(Data records)
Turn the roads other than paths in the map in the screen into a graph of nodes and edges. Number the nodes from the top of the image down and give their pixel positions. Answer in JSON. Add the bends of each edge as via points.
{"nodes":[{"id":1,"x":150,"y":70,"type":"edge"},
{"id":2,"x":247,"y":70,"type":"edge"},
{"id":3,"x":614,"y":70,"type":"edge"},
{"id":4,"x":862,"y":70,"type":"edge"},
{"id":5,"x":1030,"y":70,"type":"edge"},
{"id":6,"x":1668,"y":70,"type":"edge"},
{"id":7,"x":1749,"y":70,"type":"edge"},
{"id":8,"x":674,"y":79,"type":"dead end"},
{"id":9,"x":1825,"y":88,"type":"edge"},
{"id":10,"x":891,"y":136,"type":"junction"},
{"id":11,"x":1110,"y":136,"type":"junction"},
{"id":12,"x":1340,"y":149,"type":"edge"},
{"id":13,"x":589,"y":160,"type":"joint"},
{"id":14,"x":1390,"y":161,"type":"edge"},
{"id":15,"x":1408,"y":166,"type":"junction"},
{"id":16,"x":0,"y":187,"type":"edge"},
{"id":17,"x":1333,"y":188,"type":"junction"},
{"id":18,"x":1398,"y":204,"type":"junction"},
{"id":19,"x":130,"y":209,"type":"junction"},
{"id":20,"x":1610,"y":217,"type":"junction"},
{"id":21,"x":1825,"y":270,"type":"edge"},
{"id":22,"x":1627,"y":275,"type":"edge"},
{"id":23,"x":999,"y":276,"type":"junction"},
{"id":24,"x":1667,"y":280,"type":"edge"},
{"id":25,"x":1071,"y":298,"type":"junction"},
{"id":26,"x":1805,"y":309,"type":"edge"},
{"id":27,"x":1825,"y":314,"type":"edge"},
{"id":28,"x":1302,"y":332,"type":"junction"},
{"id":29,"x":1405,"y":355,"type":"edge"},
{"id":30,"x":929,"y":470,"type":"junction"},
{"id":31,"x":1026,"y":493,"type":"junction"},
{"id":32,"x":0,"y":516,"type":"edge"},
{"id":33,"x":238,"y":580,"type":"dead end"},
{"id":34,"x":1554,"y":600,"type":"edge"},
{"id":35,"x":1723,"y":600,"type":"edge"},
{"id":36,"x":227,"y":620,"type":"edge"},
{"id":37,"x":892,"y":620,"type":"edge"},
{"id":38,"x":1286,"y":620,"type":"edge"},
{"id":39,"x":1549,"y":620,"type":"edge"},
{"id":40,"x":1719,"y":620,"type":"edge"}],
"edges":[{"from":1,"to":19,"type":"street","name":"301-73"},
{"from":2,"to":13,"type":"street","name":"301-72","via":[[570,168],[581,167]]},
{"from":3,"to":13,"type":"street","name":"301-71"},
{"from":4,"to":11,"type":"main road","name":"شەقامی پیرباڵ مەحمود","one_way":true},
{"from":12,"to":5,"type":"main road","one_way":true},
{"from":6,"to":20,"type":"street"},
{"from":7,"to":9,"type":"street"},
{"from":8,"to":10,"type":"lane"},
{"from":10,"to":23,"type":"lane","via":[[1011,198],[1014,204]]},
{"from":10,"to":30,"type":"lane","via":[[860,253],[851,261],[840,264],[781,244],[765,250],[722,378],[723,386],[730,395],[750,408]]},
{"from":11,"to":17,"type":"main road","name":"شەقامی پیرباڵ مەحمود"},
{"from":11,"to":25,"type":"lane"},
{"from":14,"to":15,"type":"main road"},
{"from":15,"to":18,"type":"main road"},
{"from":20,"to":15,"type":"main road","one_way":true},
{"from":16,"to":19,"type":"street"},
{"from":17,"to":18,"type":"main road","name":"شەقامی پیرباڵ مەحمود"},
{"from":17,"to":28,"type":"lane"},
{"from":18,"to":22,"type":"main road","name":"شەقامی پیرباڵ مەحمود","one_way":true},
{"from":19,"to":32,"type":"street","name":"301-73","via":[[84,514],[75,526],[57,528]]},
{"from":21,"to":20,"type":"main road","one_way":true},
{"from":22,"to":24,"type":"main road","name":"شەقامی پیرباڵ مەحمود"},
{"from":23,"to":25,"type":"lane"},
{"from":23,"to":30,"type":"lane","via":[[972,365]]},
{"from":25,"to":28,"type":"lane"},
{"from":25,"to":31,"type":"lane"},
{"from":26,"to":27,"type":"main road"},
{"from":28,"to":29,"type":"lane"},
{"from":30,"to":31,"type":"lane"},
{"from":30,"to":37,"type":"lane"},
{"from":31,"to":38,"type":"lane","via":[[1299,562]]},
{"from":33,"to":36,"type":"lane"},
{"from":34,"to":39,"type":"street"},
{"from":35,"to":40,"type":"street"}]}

* **What to work on**
Retype the entries in full. Keep every line identical.

* **Answer space**
Turn the roads other than paths in the map in the screen into a graph of nodes and edges. Number the nodes from the top of the image down and give their pixel positions. Answer in JSON. Add the bends of each edge as via points.
{"nodes":[{"id":1,"x":150,"y":70,"type":"edge"},
{"id":2,"x":247,"y":70,"type":"edge"},
{"id":3,"x":614,"y":70,"type":"edge"},
{"id":4,"x":862,"y":70,"type":"edge"},
{"id":5,"x":1030,"y":70,"type":"edge"},
{"id":6,"x":1668,"y":70,"type":"edge"},
{"id":7,"x":1749,"y":70,"type":"edge"},
{"id":8,"x":674,"y":79,"type":"dead end"},
{"id":9,"x":1825,"y":88,"type":"edge"},
{"id":10,"x":891,"y":136,"type":"junction"},
{"id":11,"x":1110,"y":136,"type":"junction"},
{"id":12,"x":1340,"y":149,"type":"edge"},
{"id":13,"x":589,"y":160,"type":"joint"},
{"id":14,"x":1390,"y":161,"type":"edge"},
{"id":15,"x":1408,"y":166,"type":"junction"},
{"id":16,"x":0,"y":187,"type":"edge"},
{"id":17,"x":1333,"y":188,"type":"junction"},
{"id":18,"x":1398,"y":204,"type":"junction"},
{"id":19,"x":130,"y":209,"type":"junction"},
{"id":20,"x":1610,"y":217,"type":"junction"},
{"id":21,"x":1825,"y":270,"type":"edge"},
{"id":22,"x":1627,"y":275,"type":"edge"},
{"id":23,"x":999,"y":276,"type":"junction"},
{"id":24,"x":1667,"y":280,"type":"edge"},
{"id":25,"x":1071,"y":298,"type":"junction"},
{"id":26,"x":1805,"y":309,"type":"edge"},
{"id":27,"x":1825,"y":314,"type":"edge"},
{"id":28,"x":1302,"y":332,"type":"junction"},
{"id":29,"x":1405,"y":355,"type":"edge"},
{"id":30,"x":929,"y":470,"type":"junction"},
{"id":31,"x":1026,"y":493,"type":"junction"},
{"id":32,"x":0,"y":516,"type":"edge"},
{"id":33,"x":238,"y":580,"type":"dead end"},
{"id":34,"x":1554,"y":600,"type":"edge"},
{"id":35,"x":1723,"y":600,"type":"edge"},
{"id":36,"x":227,"y":620,"type":"edge"},
{"id":37,"x":892,"y":620,"type":"edge"},
{"id":38,"x":1286,"y":620,"type":"edge"},
{"id":39,"x":1549,"y":620,"type":"edge"},
{"id":40,"x":1719,"y":620,"type":"edge"}],
"edges":[{"from":1,"to":19,"type":"street","name":"301-73"},
{"from":2,"to":13,"type":"street","name":"301-72","via":[[570,168],[581,167]]},
{"from":3,"to":13,"type":"street","name":"301-71"},
{"from":4,"to":11,"type":"main road","name":"شەقامی پیرباڵ مەحمود","one_way":true},
{"from":12,"to":5,"type":"main road","one_way":true},
{"from":6,"to":20,"type":"street"},
{"from":7,"to":9,"type":"street"},
{"from":8,"to":10,"type":"lane"},
{"from":10,"to":23,"type":"lane","via":[[1011,198],[1014,204]]},
{"from":10,"to":30,"type":"lane","via":[[860,253],[851,261],[840,264],[781,244],[765,250],[722,378],[723,386],[730,395],[750,408]]},
{"from":11,"to":17,"type":"main road","name":"شەقامی پیرباڵ مەحمود"},
{"from":11,"to":25,"type":"lane"},
{"from":14,"to":15,"type":"main road"},
{"from":15,"to":18,"type":"main road"},
{"from":20,"to":15,"type":"main road","one_way":true},
{"from":16,"to":19,"type":"street"},
{"from":17,"to":18,"type":"main road","name":"شەقامی پیرباڵ مەحمود"},
{"from":17,"to":28,"type":"lane"},
{"from":18,"to":22,"type":"main road","name":"شەقامی پیرباڵ مەحمود","one_way":true},
{"from":19,"to":32,"type":"street","name":"301-73","via":[[84,514],[75,526],[57,528]]},
{"from":21,"to":20,"type":"main road","one_way":true},
{"from":22,"to":24,"type":"main road","name":"شەقامی پیرباڵ مەحمود"},
{"from":23,"to":25,"type":"lane"},
{"from":23,"to":30,"type":"lane","via":[[972,365]]},
{"from":25,"to":28,"type":"lane"},
{"from":25,"to":31,"type":"lane"},
{"from":26,"to":27,"type":"main road"},
{"from":28,"to":29,"type":"lane"},
{"from":30,"to":31,"type":"lane"},
{"from":30,"to":37,"type":"lane"},
{"from":31,"to":38,"type":"lane","via":[[1299,562]]},
{"from":33,"to":36,"type":"lane"},
{"from":34,"to":39,"type":"street"},
{"from":35,"to":40,"type":"street"}]}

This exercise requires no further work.